Your goal ▸ Report only how many lines of the records contain the word "direkt".

Available records ▸
########################################

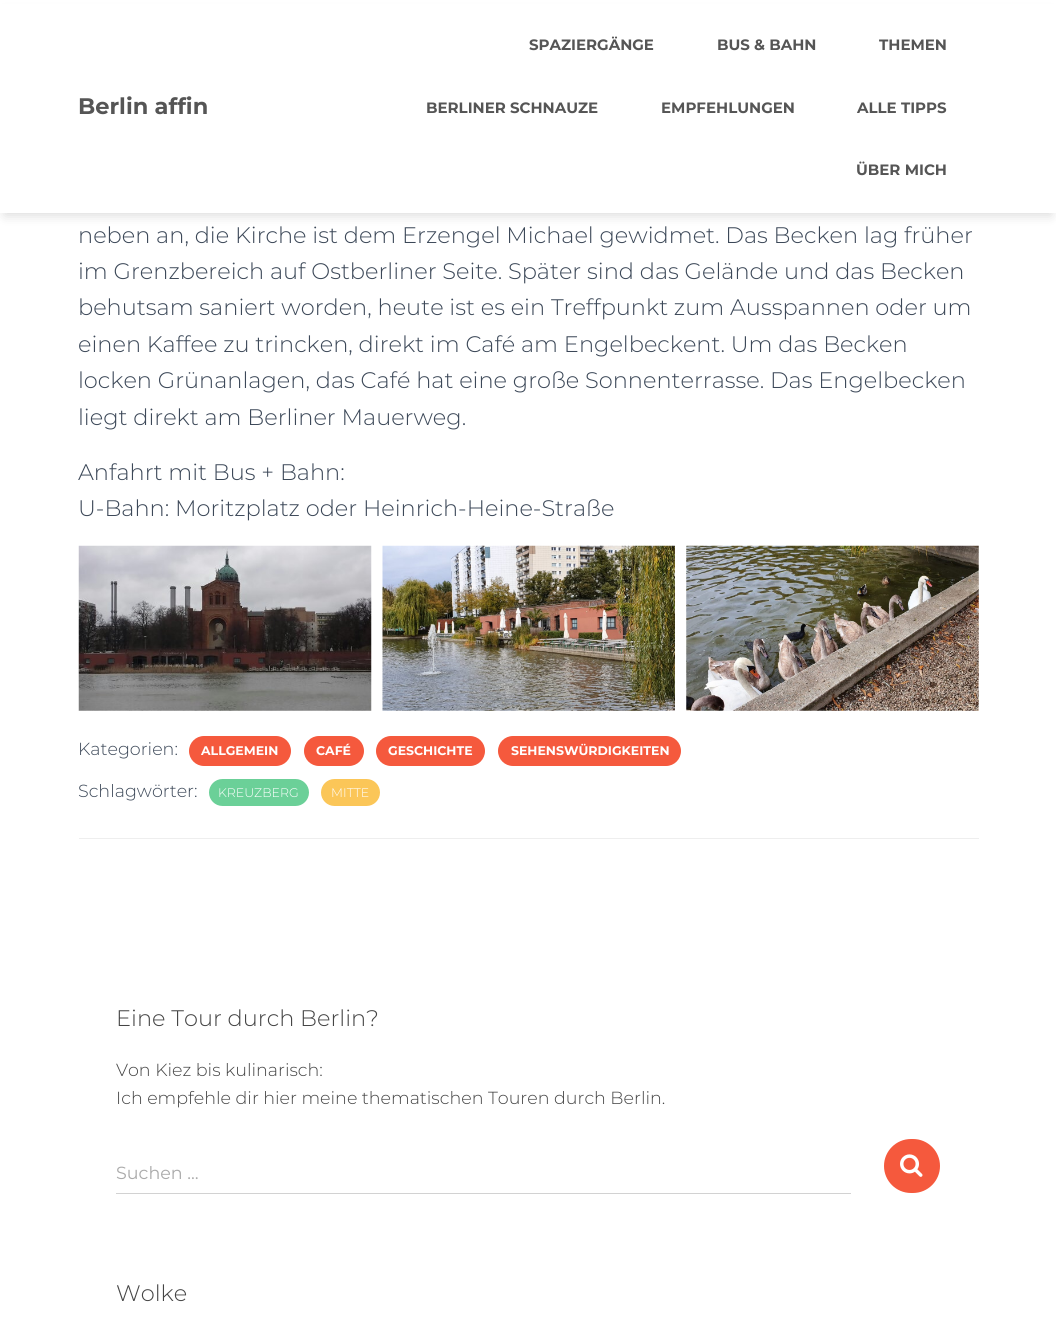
import math
import cairo


def use_color(cr, r, g, b):
  cr.set_source_rgb(r / 255, g / 255, b / 255)

def text(cr, x, y, s, family, size, color, bold=False, italic=False):
  cr.select_font_face(family, cairo.FONT_SLANT_ITALIC if italic else cairo.FONT_SLANT_NORMAL, cairo.FONT_WEIGHT_BOLD if bold else cairo.FONT_WEIGHT_NORMAL)
  cr.set_font_size(size)
  use_color(cr, *color)
  cr.move_to(x, y)
  cr.show_text(s)

def box(cr, x, y, w, h, *color):
  use_color(cr, *color)
  cr.rectangle(x, y, w, h)
  cr.fill()

def round_rect(cr, x, y, w, h, r):
  cr.new_sub_path()
  for i, (u, v) in enumerate([(x + w - r, y + h - r), (x + r, y + h - r), (x + r, y + r), (x + w - r, y + r)]):
    cr.arc(u, v, r, i * math.pi / 2, (i + 1) * math.pi / 2)
  cr.close_path()

def shadow(cr, x, y, w, h, r, blur, alpha):
  cr.push_group_with_content(cairo.CONTENT_ALPHA)
  cr.set_operator(cairo.OPERATOR_SOURCE)
  for i in range(15, -16, -2):
    e = blur * i / 6
    if min(w, h) + 2 * e > 0:
      cr.set_source_rgba(0, 0, 0, alpha * math.erfc((i - 1) / 8.5) / 2)
      round_rect(cr, x - e, y - e, w + 2 * e, h + 2 * e, max(0, min(r + e + blur * .6, min(w, h) / 2 + e)))
      cr.fill()
  cr.mask(cr.pop_group())

def picture(cr, path, x, y, w, h):
  cr.save()
  cr.set_source_surface(cairo.ImageSurface.create_from_png(path), x, y)
  cr.rectangle(x, y, w, h)
  cr.fill()
  cr.restore()

def draw(cr):
  use_color(cr, 255, 255, 255)
  cr.paint()
  use_color(cr, 0, 0, 0)
  shadow(cr, 5, 13, 1046, 202, 0, 6, 0.15)
  box(cr, 0, 4, 1056, 209, 255, 255, 255)
  picture(cr, "img_01.png", 78, 545, 294, 166)
  picture(cr, "img_02.png", 382, 545, 293, 166)
  picture(cr, "img_03.png", 686, 545, 293, 166)
  use_color(cr, 245, 89, 61)
  round_rect(cr, 189, 736, 102, 30, 15)
  cr.fill()
  round_rect(cr, 304, 736, 60, 30, 15)
  cr.fill()
  round_rect(cr, 376, 736, 109, 30, 15)
  cr.fill()
  round_rect(cr, 498, 736, 183, 30, 15)
  cr.fill()
  use_color(cr, 107, 208, 152)
  round_rect(cr, 209, 779, 100, 27, 13.5)
  cr.fill()
  use_color(cr, 251, 198, 88)
  round_rect(cr, 321, 779, 59, 27, 13.5)
  cr.fill()
  box(cr, 79, 838, 900, 1, 238, 238, 238)
  box(cr, 116, 1193, 735, 1, 210, 210, 210)
  use_color(cr, 245, 89, 61)
  round_rect(cr, 884, 1139, 56, 54, 27)
  cr.fill()
  picture(cr, "img_04.png", 900, 1154, 23, 23)
  text(cr, 78, 114, "Berlin affin", "Montserrat", 22.5, (85, 85, 85), bold=True)
  text(cr, 529, 50, "SPAZIERGÄNGE", "Montserrat", 15, (85, 85, 85), bold=True)
  text(cr, 717, 50, "BUS & BAHN", "Montserrat", 15, (85, 85, 85), bold=True)
  text(cr, 879, 50, "THEMEN", "Montserrat", 15, (85, 85, 85), bold=True)
  text(cr, 426, 113, "BERLINER SCHNAUZE", "Montserrat", 15, (85, 85, 85), bold=True)
  text(cr, 661, 113, "EMPFEHLUNGEN", "Montserrat", 15, (85, 85, 85), bold=True)
  text(cr, 857, 113, "ALLE TIPPS", "Montserrat", 15, (85, 85, 85), bold=True)
  text(cr, 856, 175, "ÜBER MICH", "Montserrat", 15, (85, 85, 85), bold=True)
  text(cr, 78, 243, "neben an, die Kirche ist dem Erzengel Michael gewidmet. Das Becken lag früher", "Montserrat Light", 22.5, (60, 72, 88))
  text(cr, 78, 279, "im Grenzbereich auf Ostberliner Seite. Später sind das Gelände und das Becken", "Montserrat Light", 22.5, (60, 72, 88))
  text(cr, 78, 315, "behutsam saniert worden, heute ist es ein Treffpunkt zum Ausspannen oder um", "Montserrat Light", 22.5, (60, 72, 88))
  text(cr, 78, 352, "einen Kaffee zu trincken, direkt im Café am Engelbeckent. Um das Becken", "Montserrat Light", 22.5, (60, 72, 88))
  text(cr, 78, 388, "locken Grünanlagen, das Café hat eine große Sonnenterrasse. Das Engelbecken", "Montserrat Light", 22.5, (60, 72, 88))
  text(cr, 78, 425, "liegt direkt am Berliner Mauerweg.", "Montserrat Light", 22.5, (60, 72, 88))
  text(cr, 78, 480, "Anfahrt mit Bus + Bahn:", "Montserrat Light", 22.5, (60, 72, 88))
  text(cr, 78, 516, "U-Bahn: Moritzplatz oder Heinrich-Heine-Straße", "Montserrat Light", 22.5, (60, 72, 88))
  text(cr, 78, 755, "Kategorien:", "Montserrat Light", 17.5, (60, 72, 88))
  text(cr, 201, 755, "ALLGEMEIN", "Montserrat", 12.5, (255, 255, 255), bold=True)
  text(cr, 316, 755, "CAFÉ", "Montserrat", 12.5, (255, 255, 255), bold=True)
  text(cr, 388, 755, "GESCHICHTE", "Montserrat", 12.5, (255, 255, 255), bold=True)
  text(cr, 511, 755, "SEHENSWÜRDIGKEITEN", "Montserrat", 12.5, (255, 255, 255), bold=True)
  text(cr, 78, 797, "Schlagwörter:", "Montserrat Light", 17.5, (60, 72, 88))
  text(cr, 218, 797, "KREUZBERG", "Montserrat Light", 12.5, (255, 255, 255))
  text(cr, 331, 797, "MITTE", "Montserrat Light", 12.5, (255, 255, 255))
  text(cr, 116, 1026, "Eine Tour durch Berlin?", "Montserrat Light", 22.5, (68, 68, 68))
  text(cr, 116, 1076, "Von Kiez bis kulinarisch:", "Montserrat Light", 17.5, (68, 68, 68))
  text(cr, 116, 1104, "Ich empfehle dir hier meine thematischen Touren durch Berlin.", "Montserrat Light", 17.5, (68, 68, 68))
  text(cr, 116, 1179, "Suchen …", "Montserrat", 17.5, (170, 170, 170))
  text(cr, 116, 1301, "Wolke", "Montserrat Light", 22.5, (68, 68, 68))


surface = cairo.ImageSurface(cairo.FORMAT_RGB24, 1056, 1320)
cr = cairo.Context(surface)
options = cairo.FontOptions()
options.set_hint_metrics(cairo.HINT_METRICS_OFF)
options.set_hint_style(cairo.HINT_STYLE_NONE)
cr.set_font_options(options)
cr.set_miter_limit(4)
draw(cr)
surface.write_to_png("out.png")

########################################

Response ▸ 2